Comme de nombreuses femmes entrepreneures, son parcours n’a pas été exempt d’obstacles. Elle évoque notamment les difficultés liées au financement et aux moyens techniques. «Comme beaucoup de femmes entrepreneures, j’ai dû faire face aux difficultés d’accès au financement, au manque d’équipements modernes et parfois au manque de confiance envers les jeunes entreprises. Mais avec la persévérance, la formation et la passion du métier, nous avons pu progresser », souligne-t-elle. A travers la formation qu’elle dispense, Claire Pacmogda voit dans la couture un levier concret d’autonomisation économique. « La couture est un métier qui permet d’avoir rapidement une source de revenus. A travers nos formations, nous donnons aux jeunes filles et aux femmes les compétences nécessaires pour créer leur propre activité et gagner leur indépendance financière », explique-t-elle. S’exprimant sur l’orientation donnée cette année à la célébration du 8-Mars au Burkina Faso, elle estime que la volonté des autorités de privilégier des actions concrètes constitue une évolution positive.

« Je pense que c’est une orientation positive. Le 8-Mars doit être un moment de réflexion et d’actions concrètes pour améliorer les conditions de vie des femmes, notamment à travers la formation, l’entrepreneuriat et l’accompagnement des initiatives féminines », indique-t-elle. Elle reconnaît également que, par le passé, la célébration de cette journée avait parfois perdu de sa portée initiale. « Dans certains cas, la célébration avait pris un aspect trop festif. Pourtant, l’objectif premier de cette journée est de défendre les droits des femmes et de promouvoir leur développement. Il est donc important de revenir à cet esprit », estime-t-elle. Pour elle, célébration et engagement concret peuvent aller de pair si les initiatives sont bien orientées.« Il faut associer les activités festives à des actions utiles comme des formations, des conférences, des initiatives économiques ou des projets d’accompagnement pour les femmes », propose-t-elle. Dans cette dynamique, Claire Pacmogda estime que le secteur de la mode peut également jouer un rôle important dans la construction d’une paix durable.

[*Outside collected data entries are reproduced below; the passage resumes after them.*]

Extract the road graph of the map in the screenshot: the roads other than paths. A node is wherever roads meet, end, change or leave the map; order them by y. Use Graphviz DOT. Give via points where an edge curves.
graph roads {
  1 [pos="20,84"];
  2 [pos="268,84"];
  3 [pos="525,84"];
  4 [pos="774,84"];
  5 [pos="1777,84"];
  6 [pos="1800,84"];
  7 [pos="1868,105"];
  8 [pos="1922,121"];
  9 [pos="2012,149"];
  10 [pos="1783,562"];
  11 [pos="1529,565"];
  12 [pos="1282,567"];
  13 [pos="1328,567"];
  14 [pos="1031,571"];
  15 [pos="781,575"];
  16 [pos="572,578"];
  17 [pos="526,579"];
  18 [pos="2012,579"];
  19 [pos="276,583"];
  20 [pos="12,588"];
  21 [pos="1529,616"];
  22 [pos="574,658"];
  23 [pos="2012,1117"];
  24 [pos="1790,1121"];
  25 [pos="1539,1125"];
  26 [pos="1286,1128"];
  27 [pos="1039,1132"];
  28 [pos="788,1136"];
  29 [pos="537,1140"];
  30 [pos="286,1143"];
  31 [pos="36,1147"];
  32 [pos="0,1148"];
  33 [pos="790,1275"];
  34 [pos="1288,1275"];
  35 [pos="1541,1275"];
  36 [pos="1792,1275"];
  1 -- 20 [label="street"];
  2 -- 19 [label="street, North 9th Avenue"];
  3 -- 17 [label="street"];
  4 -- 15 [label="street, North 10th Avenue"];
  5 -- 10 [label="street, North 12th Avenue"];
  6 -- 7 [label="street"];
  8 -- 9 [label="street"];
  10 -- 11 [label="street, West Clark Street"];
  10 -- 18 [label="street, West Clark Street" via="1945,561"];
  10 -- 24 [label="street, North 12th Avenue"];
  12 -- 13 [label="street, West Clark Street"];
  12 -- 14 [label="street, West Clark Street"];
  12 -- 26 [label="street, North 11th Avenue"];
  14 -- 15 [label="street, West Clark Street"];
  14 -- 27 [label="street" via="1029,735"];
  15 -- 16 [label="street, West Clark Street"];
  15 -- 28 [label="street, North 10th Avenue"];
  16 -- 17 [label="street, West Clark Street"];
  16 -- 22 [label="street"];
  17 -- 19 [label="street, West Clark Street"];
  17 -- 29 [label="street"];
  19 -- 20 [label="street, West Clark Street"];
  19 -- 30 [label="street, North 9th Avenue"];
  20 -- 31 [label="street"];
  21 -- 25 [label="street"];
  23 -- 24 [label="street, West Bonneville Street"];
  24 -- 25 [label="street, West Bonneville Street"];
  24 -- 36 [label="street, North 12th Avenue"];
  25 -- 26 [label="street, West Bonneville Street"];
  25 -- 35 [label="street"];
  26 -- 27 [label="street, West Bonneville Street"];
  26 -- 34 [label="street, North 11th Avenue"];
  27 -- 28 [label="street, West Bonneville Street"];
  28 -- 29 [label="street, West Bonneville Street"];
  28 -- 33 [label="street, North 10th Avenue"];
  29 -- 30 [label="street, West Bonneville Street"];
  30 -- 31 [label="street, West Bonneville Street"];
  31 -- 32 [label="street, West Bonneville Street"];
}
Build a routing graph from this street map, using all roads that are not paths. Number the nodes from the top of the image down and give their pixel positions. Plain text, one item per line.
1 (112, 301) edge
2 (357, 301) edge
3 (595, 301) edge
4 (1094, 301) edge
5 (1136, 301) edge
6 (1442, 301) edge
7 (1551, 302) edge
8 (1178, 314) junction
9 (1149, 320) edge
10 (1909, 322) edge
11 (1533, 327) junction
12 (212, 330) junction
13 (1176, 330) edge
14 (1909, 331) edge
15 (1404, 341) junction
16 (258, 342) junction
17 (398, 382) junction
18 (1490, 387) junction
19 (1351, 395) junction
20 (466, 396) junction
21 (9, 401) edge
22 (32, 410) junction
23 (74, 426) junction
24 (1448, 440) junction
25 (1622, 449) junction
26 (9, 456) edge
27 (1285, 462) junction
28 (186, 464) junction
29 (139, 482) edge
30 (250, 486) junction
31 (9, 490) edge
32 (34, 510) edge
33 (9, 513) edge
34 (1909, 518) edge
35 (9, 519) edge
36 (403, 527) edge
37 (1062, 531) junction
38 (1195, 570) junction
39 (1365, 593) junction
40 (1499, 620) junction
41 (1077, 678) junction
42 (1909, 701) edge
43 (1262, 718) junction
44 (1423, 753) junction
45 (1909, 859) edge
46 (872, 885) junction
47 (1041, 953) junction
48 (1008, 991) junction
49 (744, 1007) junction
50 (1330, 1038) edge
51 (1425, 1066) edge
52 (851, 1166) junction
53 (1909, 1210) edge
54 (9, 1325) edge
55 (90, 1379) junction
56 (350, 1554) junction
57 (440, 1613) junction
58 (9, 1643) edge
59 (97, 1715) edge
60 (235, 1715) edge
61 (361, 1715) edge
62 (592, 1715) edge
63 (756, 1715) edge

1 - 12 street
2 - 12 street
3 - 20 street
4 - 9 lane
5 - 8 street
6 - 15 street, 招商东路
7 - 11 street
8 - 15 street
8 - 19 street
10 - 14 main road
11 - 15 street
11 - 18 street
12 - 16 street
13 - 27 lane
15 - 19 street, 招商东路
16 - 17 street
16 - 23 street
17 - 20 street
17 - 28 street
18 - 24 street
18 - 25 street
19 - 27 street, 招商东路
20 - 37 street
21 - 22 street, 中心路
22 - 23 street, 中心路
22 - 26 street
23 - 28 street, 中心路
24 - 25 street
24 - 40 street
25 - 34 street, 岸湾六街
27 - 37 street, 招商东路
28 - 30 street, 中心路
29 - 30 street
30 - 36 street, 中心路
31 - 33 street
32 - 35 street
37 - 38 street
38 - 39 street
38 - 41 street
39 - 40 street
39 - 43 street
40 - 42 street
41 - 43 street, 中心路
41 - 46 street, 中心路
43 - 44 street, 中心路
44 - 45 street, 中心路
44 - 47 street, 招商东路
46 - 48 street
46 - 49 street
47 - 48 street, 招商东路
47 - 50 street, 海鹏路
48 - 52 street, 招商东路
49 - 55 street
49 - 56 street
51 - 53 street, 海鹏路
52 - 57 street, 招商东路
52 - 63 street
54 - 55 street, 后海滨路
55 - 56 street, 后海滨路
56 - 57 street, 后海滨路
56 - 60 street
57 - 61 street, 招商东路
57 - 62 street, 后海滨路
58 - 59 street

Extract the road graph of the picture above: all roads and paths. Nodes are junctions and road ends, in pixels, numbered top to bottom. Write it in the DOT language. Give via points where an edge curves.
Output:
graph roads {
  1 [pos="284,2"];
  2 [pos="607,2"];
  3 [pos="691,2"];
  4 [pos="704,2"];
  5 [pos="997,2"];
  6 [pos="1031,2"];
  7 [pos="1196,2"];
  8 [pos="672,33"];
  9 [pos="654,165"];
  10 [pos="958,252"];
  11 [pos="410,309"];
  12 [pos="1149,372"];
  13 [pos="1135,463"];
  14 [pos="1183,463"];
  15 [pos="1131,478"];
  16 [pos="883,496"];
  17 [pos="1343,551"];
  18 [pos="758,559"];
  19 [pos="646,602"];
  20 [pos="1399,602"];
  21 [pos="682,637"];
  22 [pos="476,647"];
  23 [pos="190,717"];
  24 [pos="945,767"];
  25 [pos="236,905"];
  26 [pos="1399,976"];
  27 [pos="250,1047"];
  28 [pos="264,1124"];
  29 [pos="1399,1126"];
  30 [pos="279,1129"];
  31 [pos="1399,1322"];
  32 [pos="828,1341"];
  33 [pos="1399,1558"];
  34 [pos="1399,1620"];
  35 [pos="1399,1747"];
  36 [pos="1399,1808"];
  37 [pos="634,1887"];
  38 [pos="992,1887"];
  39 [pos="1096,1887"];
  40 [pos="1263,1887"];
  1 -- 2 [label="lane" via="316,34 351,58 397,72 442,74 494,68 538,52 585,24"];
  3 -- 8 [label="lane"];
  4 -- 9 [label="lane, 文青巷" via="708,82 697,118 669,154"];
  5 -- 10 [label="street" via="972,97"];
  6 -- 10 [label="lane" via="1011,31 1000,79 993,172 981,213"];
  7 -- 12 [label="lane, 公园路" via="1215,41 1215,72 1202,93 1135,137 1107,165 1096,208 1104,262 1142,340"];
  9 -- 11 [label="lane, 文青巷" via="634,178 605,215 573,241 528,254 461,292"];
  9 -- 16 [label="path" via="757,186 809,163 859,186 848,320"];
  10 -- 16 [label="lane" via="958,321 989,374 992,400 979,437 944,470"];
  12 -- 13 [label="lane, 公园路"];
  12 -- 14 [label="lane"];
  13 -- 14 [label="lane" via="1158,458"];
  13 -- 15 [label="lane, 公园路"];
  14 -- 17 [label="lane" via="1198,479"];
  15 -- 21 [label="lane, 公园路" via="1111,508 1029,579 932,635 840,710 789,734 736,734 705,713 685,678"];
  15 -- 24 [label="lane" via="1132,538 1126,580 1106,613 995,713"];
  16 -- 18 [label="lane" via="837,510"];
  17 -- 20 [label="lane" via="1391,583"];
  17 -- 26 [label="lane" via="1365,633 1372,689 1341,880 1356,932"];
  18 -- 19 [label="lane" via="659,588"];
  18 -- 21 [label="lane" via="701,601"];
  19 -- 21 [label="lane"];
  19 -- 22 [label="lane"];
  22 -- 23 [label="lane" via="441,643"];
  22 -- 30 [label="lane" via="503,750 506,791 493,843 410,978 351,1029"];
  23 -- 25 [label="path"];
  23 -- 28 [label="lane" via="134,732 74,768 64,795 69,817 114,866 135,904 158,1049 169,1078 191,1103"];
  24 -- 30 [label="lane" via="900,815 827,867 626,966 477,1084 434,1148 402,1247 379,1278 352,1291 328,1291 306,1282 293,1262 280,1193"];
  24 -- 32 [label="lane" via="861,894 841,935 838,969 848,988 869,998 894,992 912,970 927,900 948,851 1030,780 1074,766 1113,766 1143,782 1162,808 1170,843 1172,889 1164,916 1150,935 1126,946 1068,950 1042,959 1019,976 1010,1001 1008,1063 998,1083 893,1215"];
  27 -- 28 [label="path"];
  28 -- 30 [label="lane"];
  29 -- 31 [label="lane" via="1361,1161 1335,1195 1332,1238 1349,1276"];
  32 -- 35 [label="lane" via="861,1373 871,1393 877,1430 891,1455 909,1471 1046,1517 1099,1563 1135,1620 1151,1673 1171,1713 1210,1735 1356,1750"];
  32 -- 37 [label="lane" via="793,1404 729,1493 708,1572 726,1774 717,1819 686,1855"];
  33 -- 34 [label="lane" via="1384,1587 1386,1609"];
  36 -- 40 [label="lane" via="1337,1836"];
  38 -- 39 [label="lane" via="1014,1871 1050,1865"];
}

« La mode peut créer des emplois, valoriser notre identité culturelle et favoriser l’autonomisation économique. Une femme économiquement indépendante est souvent un pilier de stabilité dans sa famille et dans sa communauté », souligne-t-elle. Elle insiste également sur la place centrale que doit occuper la femme entrepreneure dans la transformation économique et sociale du pays. « La femme entrepreneure doit être au cœur de cette transformation. Elle participe à la création d’emplois, à l’innovation et à la transmission des valeurs de travail et de solidarité », affirme-t-elle.A travers CFAP International, plusieurs initiatives sont mises en œuvre pour renforcer l’autonomie économique des femmes. «Nous organisons des formations professionnelles en couture, nous accompagnons les apprenantes dans la création de leurs activités et nous valorisons les tissus et tenues traditionnelles afin de créer des opportunités économiques durables », explique-t-elle.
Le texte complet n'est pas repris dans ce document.